Users mix open-source, Windows for server apps

31.07.2006
When Bob Hecht joined Informa PLC as its vice president of content strategy, he dreamed of rebuilding the London-based technical publishing firm's IT infrastructure using Linux and other open-source technologies.

But with Windows entrenched throughout the company, Hecht settled on a more pragmatic hybrid approach: an open-source content management server from Alfresco Software Inc., backed up by open-source applications MySQL, Apache Tomcat and JBoss -- all running on top of Microsoft Corp.'s Windows Server operating system.

Open-source desktop technologies, such as the Open-Office application suite and Firefox Web browser, have long had their greatest uptake from Windows users. Back-end software has been a different matter, though. Microsoft and open-source vendors have portrayed the choice of which products to use as a black-and-white decision: Microsoft's all-inclusive .Net infrastructure or the LAMP stack, which includes Linux, the Apache Web server, the MySQL database and either the Perl, Python or PHP programming language.
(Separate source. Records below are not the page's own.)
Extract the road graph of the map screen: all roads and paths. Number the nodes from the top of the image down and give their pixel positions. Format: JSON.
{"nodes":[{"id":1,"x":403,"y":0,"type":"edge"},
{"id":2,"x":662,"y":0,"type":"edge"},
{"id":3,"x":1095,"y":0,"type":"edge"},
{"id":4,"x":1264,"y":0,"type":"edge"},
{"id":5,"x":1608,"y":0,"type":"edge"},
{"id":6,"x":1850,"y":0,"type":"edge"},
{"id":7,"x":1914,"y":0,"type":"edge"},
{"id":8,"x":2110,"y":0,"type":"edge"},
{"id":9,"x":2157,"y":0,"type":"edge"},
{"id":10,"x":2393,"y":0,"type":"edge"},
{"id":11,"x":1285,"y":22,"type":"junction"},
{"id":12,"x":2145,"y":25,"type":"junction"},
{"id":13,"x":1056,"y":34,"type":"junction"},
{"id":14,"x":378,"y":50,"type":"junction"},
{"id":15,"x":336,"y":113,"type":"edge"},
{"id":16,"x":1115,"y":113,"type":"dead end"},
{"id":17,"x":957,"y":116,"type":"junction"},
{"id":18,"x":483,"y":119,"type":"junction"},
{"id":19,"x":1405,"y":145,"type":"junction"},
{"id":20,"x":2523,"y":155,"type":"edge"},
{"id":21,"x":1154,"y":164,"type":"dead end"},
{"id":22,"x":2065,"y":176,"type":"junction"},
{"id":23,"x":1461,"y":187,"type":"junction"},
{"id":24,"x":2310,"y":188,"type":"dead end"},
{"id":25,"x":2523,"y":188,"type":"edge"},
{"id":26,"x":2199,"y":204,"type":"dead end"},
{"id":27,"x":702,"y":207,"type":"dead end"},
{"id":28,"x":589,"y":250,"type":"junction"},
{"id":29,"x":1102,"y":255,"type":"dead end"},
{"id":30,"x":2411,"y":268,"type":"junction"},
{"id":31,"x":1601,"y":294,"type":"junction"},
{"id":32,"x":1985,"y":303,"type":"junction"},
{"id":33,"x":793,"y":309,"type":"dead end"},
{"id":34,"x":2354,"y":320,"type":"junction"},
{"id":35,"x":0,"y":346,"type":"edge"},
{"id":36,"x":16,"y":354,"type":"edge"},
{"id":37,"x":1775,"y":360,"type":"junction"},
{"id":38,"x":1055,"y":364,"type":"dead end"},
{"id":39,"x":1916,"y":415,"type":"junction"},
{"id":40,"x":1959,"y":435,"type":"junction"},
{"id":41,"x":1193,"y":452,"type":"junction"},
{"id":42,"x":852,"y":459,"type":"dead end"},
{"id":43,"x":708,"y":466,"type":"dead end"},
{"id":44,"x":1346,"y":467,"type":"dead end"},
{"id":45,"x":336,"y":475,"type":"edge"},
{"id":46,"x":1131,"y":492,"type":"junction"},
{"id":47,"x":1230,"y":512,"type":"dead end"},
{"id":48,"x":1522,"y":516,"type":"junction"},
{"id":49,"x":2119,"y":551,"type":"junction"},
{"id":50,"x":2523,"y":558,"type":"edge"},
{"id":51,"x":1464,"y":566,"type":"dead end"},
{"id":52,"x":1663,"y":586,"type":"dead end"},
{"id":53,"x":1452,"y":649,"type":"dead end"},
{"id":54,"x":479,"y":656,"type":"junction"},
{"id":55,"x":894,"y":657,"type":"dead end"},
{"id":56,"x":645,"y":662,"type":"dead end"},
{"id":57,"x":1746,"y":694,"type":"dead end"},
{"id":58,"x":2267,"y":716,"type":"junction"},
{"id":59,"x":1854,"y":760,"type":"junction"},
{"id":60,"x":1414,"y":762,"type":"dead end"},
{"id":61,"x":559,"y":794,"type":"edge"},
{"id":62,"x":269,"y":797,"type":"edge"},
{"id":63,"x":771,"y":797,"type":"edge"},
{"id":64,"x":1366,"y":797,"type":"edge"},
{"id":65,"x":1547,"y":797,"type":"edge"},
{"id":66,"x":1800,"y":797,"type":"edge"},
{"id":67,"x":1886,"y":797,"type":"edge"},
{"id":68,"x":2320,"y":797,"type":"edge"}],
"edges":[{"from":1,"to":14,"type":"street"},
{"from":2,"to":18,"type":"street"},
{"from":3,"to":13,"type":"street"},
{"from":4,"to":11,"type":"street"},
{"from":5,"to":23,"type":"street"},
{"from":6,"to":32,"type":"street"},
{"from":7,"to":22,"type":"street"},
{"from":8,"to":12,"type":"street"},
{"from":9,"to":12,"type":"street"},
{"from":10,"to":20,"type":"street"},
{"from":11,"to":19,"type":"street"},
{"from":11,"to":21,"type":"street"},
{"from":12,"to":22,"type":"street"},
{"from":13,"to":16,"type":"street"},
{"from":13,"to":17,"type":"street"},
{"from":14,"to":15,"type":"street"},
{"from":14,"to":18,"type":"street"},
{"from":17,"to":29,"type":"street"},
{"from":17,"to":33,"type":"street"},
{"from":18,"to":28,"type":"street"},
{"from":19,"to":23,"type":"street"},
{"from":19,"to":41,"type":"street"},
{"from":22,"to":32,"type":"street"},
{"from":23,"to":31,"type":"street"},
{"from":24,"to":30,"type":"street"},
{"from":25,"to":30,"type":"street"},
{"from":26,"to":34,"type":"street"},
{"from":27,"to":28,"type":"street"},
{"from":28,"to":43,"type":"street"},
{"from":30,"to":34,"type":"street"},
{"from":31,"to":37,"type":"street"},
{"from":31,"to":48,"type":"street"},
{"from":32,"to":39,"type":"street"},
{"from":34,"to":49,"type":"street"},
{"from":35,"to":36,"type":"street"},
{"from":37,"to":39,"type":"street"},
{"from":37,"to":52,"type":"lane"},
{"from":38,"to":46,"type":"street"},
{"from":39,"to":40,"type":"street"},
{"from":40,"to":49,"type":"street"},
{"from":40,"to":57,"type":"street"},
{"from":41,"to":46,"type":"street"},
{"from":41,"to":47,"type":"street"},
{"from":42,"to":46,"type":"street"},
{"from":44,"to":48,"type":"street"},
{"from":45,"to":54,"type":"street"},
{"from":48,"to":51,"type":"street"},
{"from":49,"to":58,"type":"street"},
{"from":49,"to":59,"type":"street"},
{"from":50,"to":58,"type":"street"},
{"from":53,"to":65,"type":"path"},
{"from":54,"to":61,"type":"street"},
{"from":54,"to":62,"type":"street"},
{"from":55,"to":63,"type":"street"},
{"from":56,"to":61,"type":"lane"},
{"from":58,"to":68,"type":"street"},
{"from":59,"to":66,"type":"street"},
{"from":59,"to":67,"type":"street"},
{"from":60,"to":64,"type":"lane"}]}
But Hecht is part of a growing wave of users opting for a third way that some have dubbed WAMP. Advocates of the Windows-based approach say that it provides the best of both worlds.
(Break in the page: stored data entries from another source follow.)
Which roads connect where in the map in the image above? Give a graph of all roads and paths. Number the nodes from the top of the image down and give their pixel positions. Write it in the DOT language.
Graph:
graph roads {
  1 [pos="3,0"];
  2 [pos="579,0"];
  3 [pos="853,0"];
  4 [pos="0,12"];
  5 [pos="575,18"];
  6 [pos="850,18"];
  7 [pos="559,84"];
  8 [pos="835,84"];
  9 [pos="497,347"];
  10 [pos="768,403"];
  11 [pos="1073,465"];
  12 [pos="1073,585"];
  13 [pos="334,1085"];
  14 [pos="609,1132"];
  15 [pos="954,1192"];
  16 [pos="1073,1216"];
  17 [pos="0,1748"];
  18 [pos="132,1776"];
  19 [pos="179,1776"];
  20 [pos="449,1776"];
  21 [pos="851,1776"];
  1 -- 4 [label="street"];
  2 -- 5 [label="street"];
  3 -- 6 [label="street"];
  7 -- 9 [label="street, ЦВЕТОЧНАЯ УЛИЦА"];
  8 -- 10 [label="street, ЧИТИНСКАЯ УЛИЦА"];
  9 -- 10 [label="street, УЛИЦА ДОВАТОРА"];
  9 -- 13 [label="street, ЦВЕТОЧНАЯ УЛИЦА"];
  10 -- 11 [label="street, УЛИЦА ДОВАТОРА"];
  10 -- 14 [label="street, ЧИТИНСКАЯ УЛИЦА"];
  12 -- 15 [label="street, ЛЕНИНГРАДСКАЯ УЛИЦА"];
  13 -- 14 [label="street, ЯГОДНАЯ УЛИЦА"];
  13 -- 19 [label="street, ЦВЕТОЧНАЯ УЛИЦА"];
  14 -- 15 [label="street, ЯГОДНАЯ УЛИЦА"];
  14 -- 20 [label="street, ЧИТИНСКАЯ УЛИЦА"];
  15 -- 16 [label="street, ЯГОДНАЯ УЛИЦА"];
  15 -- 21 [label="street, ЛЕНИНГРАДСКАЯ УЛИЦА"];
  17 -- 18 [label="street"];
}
"Would I want to put it all on Linux? Yeah, that's the geek in me," Hecht said this month. "But the Alfresco application doesn't necessarily run better under Linux."

And although the need to license Windows may make the new content management system more expensive than it would have been with Linux-based hardware, not having to hire additional IT workers or retrain existing staffers to support the open-source operating system makes "the whole thing a wash" financially, Hecht said. Informa is currently running the system in pilot mode.